Distributions on Series A Preferred Stock and Common Stock
In general, distributions with respect to our Series A Preferred Stock and Common Stock will constitute dividends to the extent made out of our current or accumulated earnings and profits, as determined under U.S. federal income tax principles. If a distribution exceeds our current and accumulated earnings and profits, the excess will be treated as a non-taxable return of capital to the extent of your tax basis in our Series A Preferred Stock or Common Stock (as applicable) and thereafter as capital gain from the sale or exchange of such Series A Preferred Stock or Common Stock (as applicable). Dividends received by a corporate U.S. holder will be eligible for the dividends-received deduction if you meet certain holding period and other applicable requirements. Dividends paid to a non-corporate U.S. holder will qualify for taxation at special rates if you meet certain holding period and other applicable requirements.

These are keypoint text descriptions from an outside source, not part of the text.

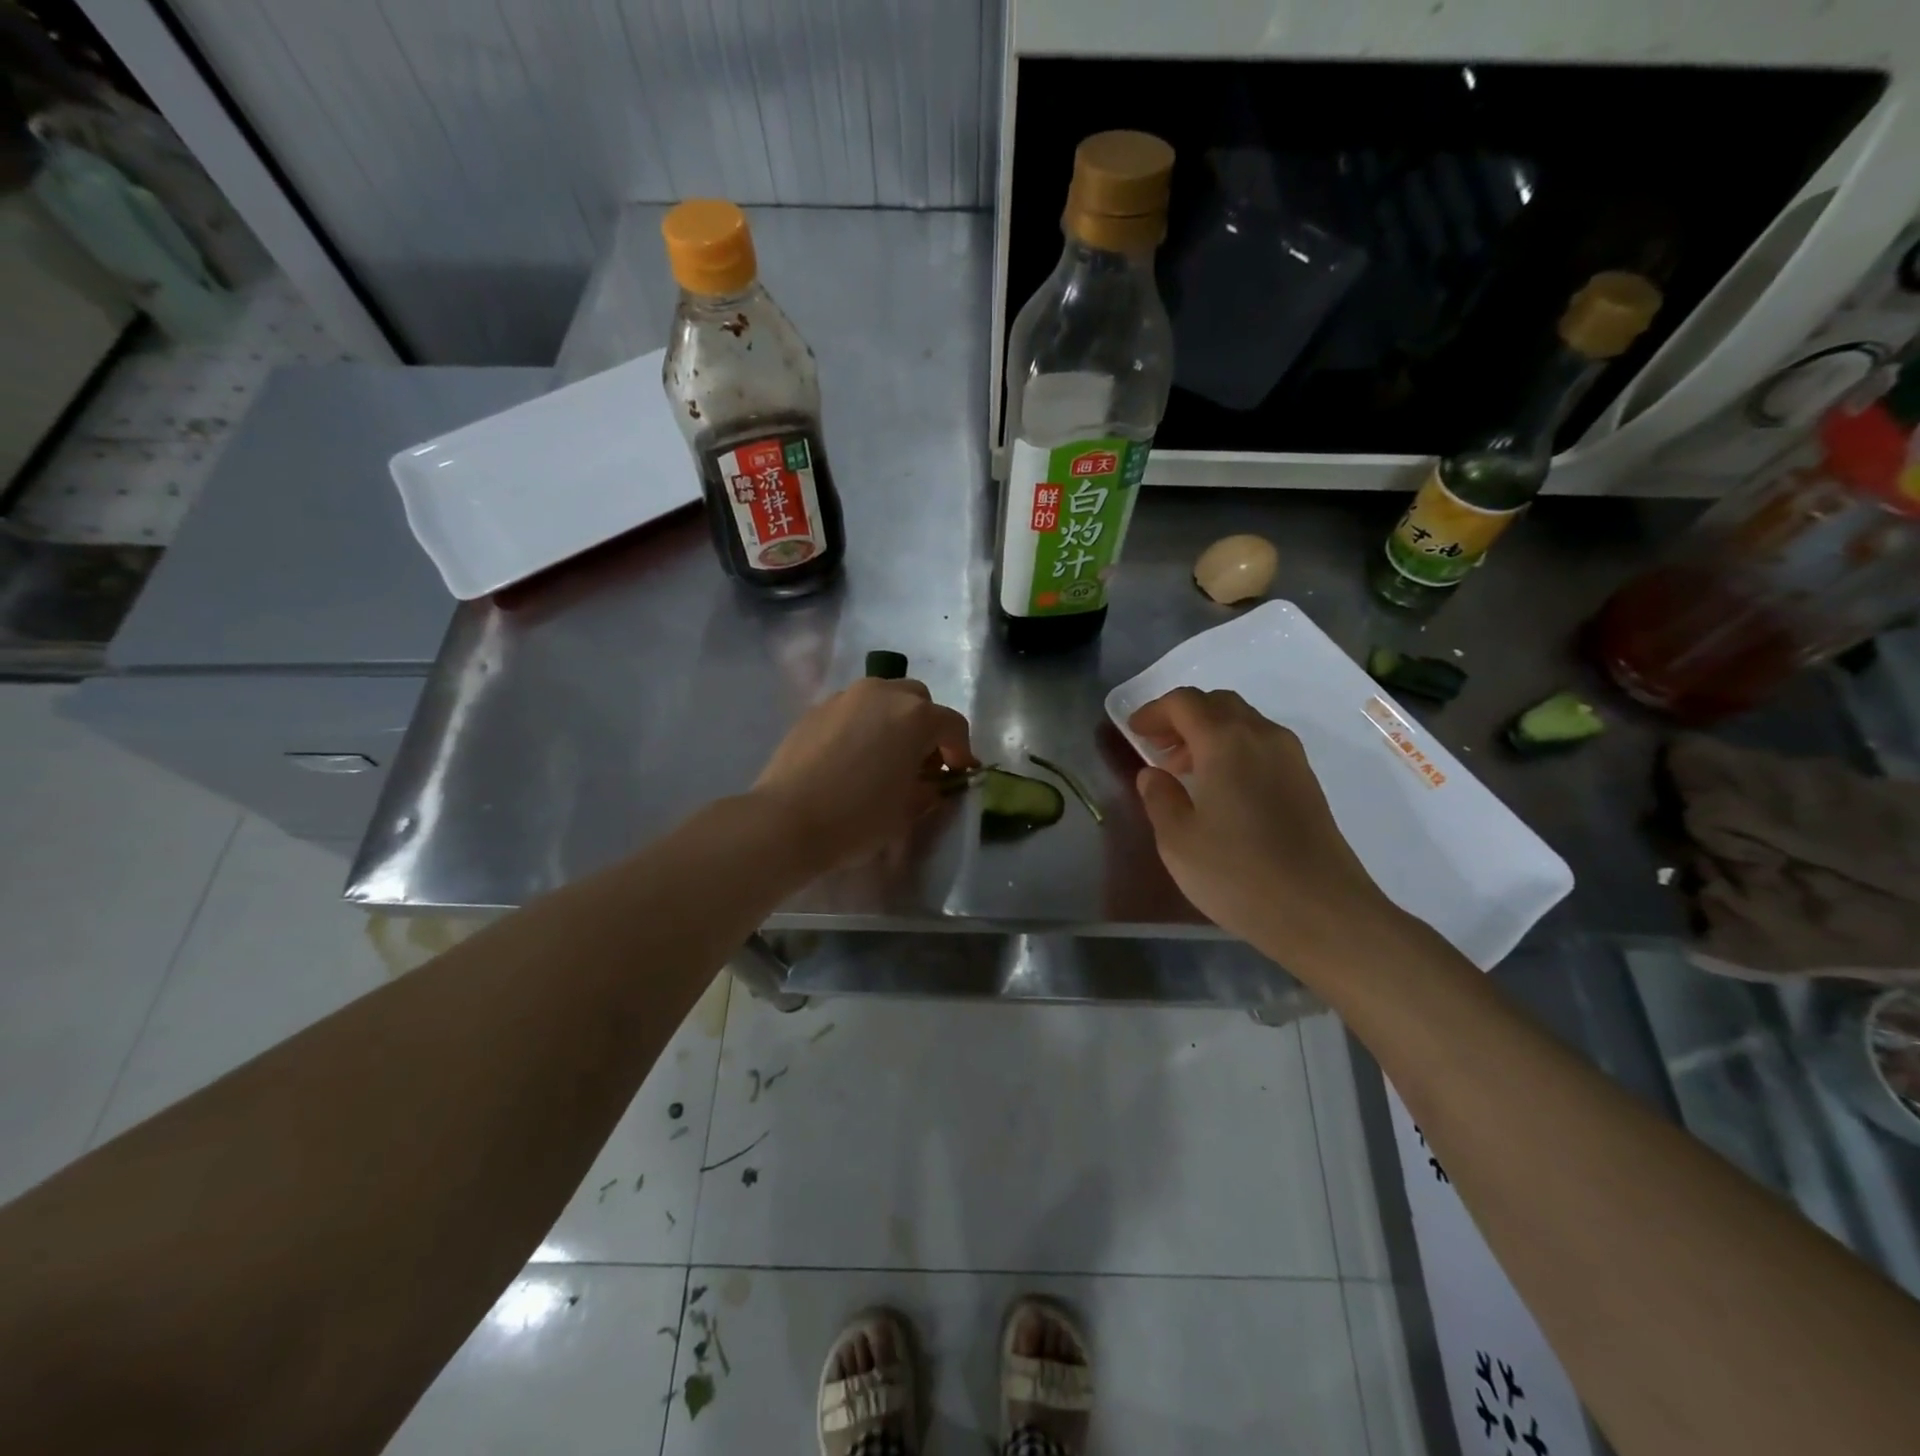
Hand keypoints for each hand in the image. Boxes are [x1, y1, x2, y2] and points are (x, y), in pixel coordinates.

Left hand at [754, 676, 976, 868]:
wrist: (786, 820)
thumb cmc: (858, 817)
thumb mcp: (908, 810)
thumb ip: (930, 790)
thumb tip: (934, 783)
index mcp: (915, 716)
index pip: (953, 726)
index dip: (961, 752)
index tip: (959, 775)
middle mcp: (882, 693)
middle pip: (918, 701)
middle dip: (927, 728)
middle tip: (922, 762)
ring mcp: (845, 697)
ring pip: (883, 698)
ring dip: (894, 721)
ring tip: (885, 757)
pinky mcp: (816, 709)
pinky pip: (853, 710)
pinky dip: (863, 725)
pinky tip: (853, 758)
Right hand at [1129, 688, 1399, 965]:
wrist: (1322, 912)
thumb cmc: (1238, 874)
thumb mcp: (1178, 840)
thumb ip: (1159, 798)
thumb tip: (1153, 775)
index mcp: (1226, 741)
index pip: (1184, 702)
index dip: (1153, 712)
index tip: (1134, 733)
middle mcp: (1262, 736)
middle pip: (1217, 703)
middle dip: (1182, 717)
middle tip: (1158, 749)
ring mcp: (1291, 757)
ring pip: (1243, 722)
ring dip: (1209, 733)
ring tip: (1185, 771)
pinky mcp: (1306, 781)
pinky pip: (1261, 745)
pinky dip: (1233, 749)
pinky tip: (1221, 789)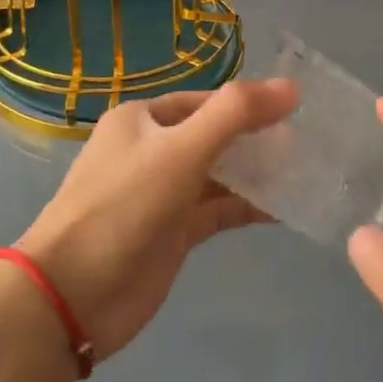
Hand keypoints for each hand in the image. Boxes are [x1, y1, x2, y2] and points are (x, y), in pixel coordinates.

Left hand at [13, 78, 296, 357]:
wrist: (73, 294)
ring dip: (256, 174)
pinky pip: (218, 211)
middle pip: (215, 136)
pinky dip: (247, 207)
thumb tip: (291, 87)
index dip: (249, 104)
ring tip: (305, 173)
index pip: (206, 101)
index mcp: (142, 120)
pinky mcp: (173, 233)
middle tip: (309, 145)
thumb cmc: (124, 206)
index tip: (297, 112)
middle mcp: (151, 151)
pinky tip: (284, 208)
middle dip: (257, 140)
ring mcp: (162, 195)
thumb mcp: (180, 150)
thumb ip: (236, 115)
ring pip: (219, 175)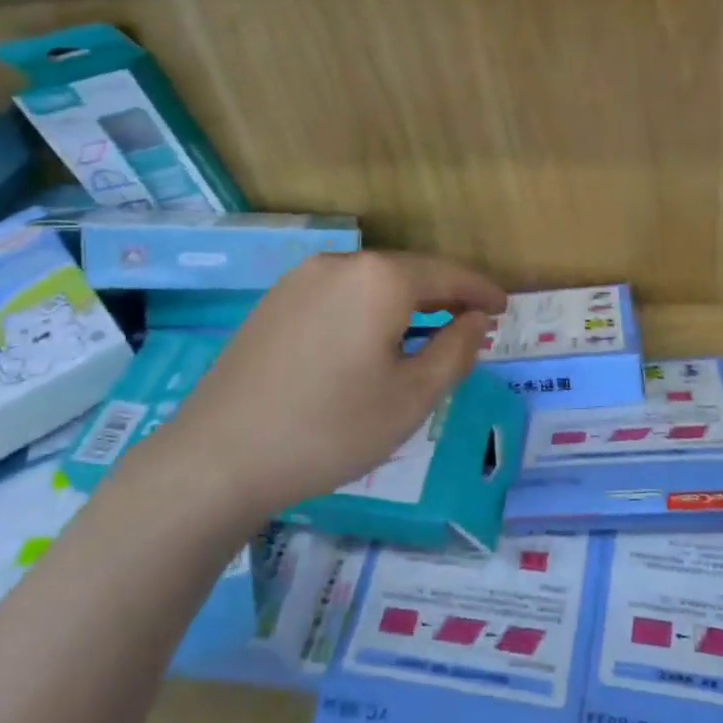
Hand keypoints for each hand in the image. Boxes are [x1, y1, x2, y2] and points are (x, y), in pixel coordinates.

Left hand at [146, 253, 505, 521]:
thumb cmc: (330, 429)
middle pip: (408, 273)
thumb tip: (475, 320)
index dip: (480, 290)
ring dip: (405, 304)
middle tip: (471, 324)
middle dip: (443, 296)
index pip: (447, 274)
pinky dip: (368, 311)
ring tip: (426, 335)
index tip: (504, 307)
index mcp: (379, 278)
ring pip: (371, 284)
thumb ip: (455, 351)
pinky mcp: (274, 303)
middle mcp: (340, 264)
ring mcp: (299, 280)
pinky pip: (338, 296)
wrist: (218, 458)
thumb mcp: (411, 398)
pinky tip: (369, 342)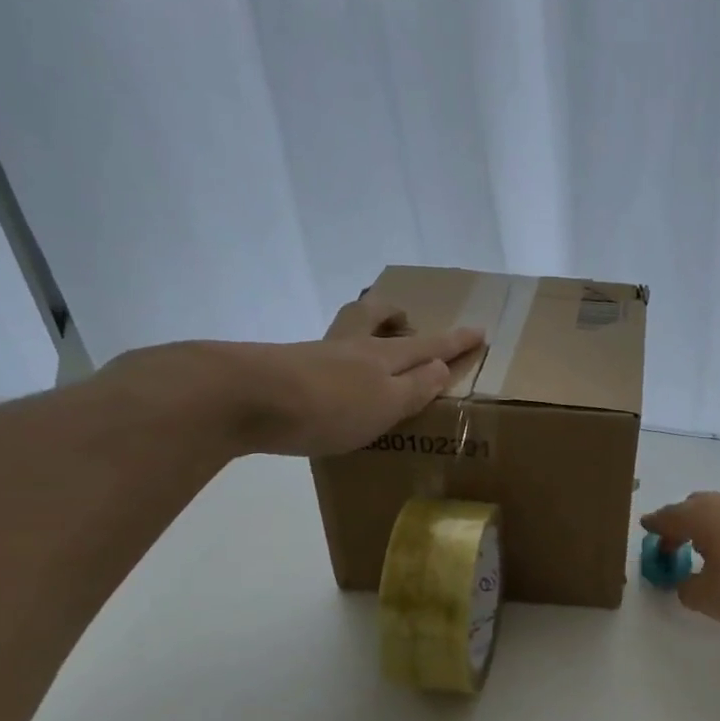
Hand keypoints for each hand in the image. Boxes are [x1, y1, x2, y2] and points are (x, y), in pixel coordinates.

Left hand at [164, 297, 484, 457]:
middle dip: (393, 314)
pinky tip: (328, 385)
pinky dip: (333, 364)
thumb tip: (441, 366)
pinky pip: (318, 358)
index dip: (455, 341)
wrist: (241, 398)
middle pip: (372, 316)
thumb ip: (416, 387)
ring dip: (361, 333)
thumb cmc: (327, 406)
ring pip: (343, 332)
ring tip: (368, 352)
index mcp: (382, 357)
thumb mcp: (385, 403)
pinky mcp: (281, 370)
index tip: (479, 330)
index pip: (428, 346)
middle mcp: (349, 348)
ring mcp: (312, 355)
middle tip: (404, 319)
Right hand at [641, 492, 719, 630]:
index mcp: (702, 515)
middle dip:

Certain U.S. holders that are individuals, estates, and trusts must pay a 3.8% tax (the “Medicare Tax”) on the lesser of the U.S. person’s (1) “net investment income” or “undistributed net investment income” in the case of an estate or trust, and (2) the excess of modified adjusted gross income over a certain specified threshold for the taxable year. “Net investment income” generally includes income from interest, dividends, and net gains from the disposition of property (such as the Series A Preferred Stock and the Common Stock) unless such income or net gains are derived in the ordinary course of a trade or business (other than a trade or business that is a passive activity with respect to the taxpayer or a trade or business of trading in financial instruments or commodities). Net investment income may be reduced by allowable deductions properly allocable to such gross income or net gain. Depending on your circumstances, any interest earned or deemed earned on the Series A Preferred Stock and the Common Stock and any gain on sale or other taxable disposition of the Series A Preferred Stock and the Common Stock may be subject to the Medicare Tax. If you are an individual, estate, or trust, you are urged to consult with your tax advisor regarding application of Medicare Tax to your income and gains in respect of your investment in the Series A Preferred Stock, Common Stock and any associated distributions.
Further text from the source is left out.